A Private Limited Company is held by private stakeholders. A Private Limited Company is registered for pre-defined objects possessed by a group of people called shareholders. The liability positioning for this situation is that of a limited partnership, wherein the liability of a shareholder stretches out simply up to the number of shares held by them. The business entity gets recognized as a Company when it comes into existence after its registration under the Companies Act of 2013 in India.
The governing body is the Ministry of Corporate Affairs, well known as MCA. The meaning of Private Company under the Act is given here to get its essentials. Section 2 (68) of the Act characterizes a Private Company as under:
“A Company having a minimum paid-up share capital as may be prescribed, and which by its articles,—
(i) restricts the right to transfer its shares;
(ii) except in the case of One Person Company, limits the number of its members to two hundred;
(iii) prohibits any invitation to the public to subscribe for any securities of the company.”
Features of Private Limited Company
- Members –
A minimum of 2 and a maximum number of 200 members are required to start a private limited company according to the Companies Act, 2013.
- Limited Liability –
The liability of every member of a company is limited. It means when a company suffers any kind of loss, in that circumstances shareholders should sell their assets to bear that loss.
- Perpetual succession –
The organization continues to exist according to regulation even on account of death, indebtedness, and the liquidation of any of its members. This prompts the Perpetual succession of the company.
- Indexing of Members –
There is no need of indexing the members in a private company whereas, a public company should maintain this. It is a privilege given to private companies over public companies.
- Directors –
With only the existence of 2 directors, a private company can come into operations.
- Paid-up capital –
Minimum Paid-up Capital should be 1 lakh and higher as per the requirements.
- Prospectus –
A prospectus is a statement of a company’s affair that gets issued in public. In a Private Company, there is no need for it because the public is not invited to be the subscriber of the shares of the company.
- Minimum subscription –
It is the amount received by the organization which is 90% of the shares issued within a specific timeframe. If the company didn’t receive 90% of the amount then it cannot commence further business.
- Name –
All privately owned businesses must use the word private limited after their name.
Advantages of Private Limited Company
- Ownership – In a public company, shares ownership can be sold in the open market. In the case of a private company, shares can be transferred and sold at the owner’s choice.
- Legal Formality – Compared to Public Limited Companies there is a less number of formalities required in Private Limited Company.
- Management and Decision-Making – In a private company, this complex procedure is eliminated because of the less number of shareholders.
Requirements for the registration of a Private Company
- Members – Minimum number of shareholders or members is 2 and the maximum is 200 as per the companies act 2013.
- Directors – A minimum of two directors is required for the registration of a private company.
- Name – A company’s name consists of three parts, namely the name, the activity, and the private limited company. All private companies must include the phrase private limited company at the end of their company names.

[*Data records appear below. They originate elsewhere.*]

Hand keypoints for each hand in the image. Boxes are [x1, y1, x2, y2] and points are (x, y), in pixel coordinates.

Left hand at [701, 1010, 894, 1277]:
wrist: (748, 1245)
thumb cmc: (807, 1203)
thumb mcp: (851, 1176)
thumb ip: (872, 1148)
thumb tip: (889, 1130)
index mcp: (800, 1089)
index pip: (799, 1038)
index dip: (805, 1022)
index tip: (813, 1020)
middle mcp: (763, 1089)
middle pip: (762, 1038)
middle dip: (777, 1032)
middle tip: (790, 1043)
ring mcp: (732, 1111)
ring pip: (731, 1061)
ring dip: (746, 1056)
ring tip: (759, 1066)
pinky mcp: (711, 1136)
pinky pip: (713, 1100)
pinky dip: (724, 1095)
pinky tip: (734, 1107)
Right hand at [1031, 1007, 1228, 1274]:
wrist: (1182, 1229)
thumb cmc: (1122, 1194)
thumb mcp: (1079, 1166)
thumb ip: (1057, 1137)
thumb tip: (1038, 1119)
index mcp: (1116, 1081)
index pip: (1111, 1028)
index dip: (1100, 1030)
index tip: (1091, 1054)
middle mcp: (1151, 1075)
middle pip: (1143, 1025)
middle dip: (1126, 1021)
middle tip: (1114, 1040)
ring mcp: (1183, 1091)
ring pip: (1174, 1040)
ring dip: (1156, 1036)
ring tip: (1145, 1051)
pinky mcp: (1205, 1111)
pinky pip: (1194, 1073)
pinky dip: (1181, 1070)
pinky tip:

- Registered Office Address – As long as the company is not registered, the owner should provide a temporary address. Once a company is registered, the permanent address of its registered office will be determined by its registrar.
- Digital Signature – It is used to verify the authenticity of the documents. Each director obtains a digital signature that appears on every document they sign.
- Professional Certification – Professionals like company secretaries, chartered accountants, cost accountants, etc. should make their certifications when companies are incorporated.
Documents required for a Private Limited Company are:
- Identification Proof – PAN card and passport of Indian directors and foreign directors.
- Address Evidence – Ration card or Aadhar card or driving license or voter ID
- Residential Proof – Bank statement or Electricity bill of place
- Notarized rental agreement
- NOC from the landowner
- A copy of the sale deed or property deed (for an owned property)
- Passport size photographs of all the directors of a company
How to register a Private Limited Company In India:
The basic process for enlisting a Private Limited Company in India is as per the following:
- Get Digital Signature Certificate (DSC)
- Self-Attest the Documents for Private Limited Company Registration including AoA, MoA and service bills.
- Fill up the form INC-32, this form has been framed for smoothing out many processes including getting DIN, Name Reservation, Incorporation, PAN application, and TAN number.
Forms required for the registration of Private Limited Company
Ministry of Corporate Affairs (MCA) has introduced :
- New SPICe INC- 32 Forms for faster company incorporation.
- Also, an e-MoA (INC-33) and an e-AoA (INC-34) must be filed.